— Aim of the task —
From the entries below, copy out all lines holding "Bönner".

— Records shown —

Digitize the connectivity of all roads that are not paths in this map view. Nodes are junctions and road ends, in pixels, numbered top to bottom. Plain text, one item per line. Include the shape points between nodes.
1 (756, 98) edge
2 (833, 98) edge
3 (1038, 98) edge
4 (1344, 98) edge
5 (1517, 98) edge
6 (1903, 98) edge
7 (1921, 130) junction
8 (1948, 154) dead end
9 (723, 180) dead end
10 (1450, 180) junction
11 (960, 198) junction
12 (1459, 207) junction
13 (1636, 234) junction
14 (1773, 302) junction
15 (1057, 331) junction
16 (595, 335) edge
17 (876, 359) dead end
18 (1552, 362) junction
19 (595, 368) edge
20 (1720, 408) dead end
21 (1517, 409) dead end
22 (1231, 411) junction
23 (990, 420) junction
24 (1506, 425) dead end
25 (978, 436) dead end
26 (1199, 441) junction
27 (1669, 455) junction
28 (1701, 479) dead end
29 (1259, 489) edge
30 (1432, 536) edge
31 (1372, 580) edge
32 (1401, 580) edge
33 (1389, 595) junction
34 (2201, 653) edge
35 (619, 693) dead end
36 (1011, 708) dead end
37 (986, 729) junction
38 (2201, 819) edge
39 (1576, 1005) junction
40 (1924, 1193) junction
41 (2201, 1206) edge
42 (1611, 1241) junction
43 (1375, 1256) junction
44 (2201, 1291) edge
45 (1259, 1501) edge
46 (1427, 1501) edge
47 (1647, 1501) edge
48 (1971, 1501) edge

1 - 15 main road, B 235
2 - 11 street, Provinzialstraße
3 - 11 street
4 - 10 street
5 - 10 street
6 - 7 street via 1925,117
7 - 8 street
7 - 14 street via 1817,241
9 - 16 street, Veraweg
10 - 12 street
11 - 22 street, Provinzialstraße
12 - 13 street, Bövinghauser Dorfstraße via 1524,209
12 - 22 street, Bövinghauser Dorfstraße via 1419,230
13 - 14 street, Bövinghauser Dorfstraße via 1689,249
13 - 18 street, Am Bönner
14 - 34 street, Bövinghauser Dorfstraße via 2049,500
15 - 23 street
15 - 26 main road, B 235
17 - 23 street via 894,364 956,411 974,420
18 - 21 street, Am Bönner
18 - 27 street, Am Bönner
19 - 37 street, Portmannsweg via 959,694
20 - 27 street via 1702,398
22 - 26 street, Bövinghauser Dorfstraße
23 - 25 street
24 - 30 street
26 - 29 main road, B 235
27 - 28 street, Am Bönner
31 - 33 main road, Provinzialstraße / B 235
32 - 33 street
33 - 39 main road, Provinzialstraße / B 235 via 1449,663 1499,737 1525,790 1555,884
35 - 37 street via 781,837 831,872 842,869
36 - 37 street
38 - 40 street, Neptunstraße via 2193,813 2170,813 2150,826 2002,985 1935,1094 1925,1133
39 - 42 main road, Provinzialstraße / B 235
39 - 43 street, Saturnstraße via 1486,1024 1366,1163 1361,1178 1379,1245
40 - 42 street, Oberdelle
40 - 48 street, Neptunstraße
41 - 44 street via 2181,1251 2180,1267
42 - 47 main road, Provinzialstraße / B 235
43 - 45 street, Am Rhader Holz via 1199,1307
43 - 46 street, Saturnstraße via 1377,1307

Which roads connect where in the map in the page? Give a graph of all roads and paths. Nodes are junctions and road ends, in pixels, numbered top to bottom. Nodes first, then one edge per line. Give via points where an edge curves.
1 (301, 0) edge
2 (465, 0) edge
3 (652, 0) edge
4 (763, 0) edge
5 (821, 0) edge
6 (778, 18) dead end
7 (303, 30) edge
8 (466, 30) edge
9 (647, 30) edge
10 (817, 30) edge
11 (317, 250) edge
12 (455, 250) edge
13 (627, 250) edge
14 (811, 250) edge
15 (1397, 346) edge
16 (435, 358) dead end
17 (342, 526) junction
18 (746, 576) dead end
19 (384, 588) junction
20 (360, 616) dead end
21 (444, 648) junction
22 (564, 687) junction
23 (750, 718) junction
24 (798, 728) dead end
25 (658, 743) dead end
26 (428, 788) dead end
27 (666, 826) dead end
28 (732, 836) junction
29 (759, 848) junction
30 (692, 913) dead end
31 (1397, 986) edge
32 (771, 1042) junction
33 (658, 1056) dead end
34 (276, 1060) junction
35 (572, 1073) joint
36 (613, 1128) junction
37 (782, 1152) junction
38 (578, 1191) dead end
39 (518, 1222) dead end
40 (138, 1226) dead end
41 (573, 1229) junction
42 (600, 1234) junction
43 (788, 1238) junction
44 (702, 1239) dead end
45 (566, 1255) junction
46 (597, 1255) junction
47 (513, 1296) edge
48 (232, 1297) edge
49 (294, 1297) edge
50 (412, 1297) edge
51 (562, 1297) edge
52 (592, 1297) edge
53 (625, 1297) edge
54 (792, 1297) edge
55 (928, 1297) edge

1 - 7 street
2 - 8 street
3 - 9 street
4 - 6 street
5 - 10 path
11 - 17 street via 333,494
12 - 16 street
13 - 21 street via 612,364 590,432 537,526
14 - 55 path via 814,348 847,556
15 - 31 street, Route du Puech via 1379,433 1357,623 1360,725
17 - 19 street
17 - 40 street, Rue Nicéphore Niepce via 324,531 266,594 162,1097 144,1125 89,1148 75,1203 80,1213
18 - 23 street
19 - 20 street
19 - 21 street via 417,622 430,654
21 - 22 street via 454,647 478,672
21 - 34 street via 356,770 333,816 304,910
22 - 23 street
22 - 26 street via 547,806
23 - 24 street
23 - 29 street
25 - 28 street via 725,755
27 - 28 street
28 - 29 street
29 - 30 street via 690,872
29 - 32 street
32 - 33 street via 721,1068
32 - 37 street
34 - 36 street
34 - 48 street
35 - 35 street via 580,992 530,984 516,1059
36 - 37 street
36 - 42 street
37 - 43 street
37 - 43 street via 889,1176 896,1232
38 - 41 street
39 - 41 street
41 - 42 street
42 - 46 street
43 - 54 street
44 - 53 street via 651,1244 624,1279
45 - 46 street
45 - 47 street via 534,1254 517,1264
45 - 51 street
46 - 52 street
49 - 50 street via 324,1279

— Completed exercise —
13 - 18 street, Am Bönner
18 - 21 street, Am Bönner
18 - 27 street, Am Bönner
27 - 28 street, Am Bönner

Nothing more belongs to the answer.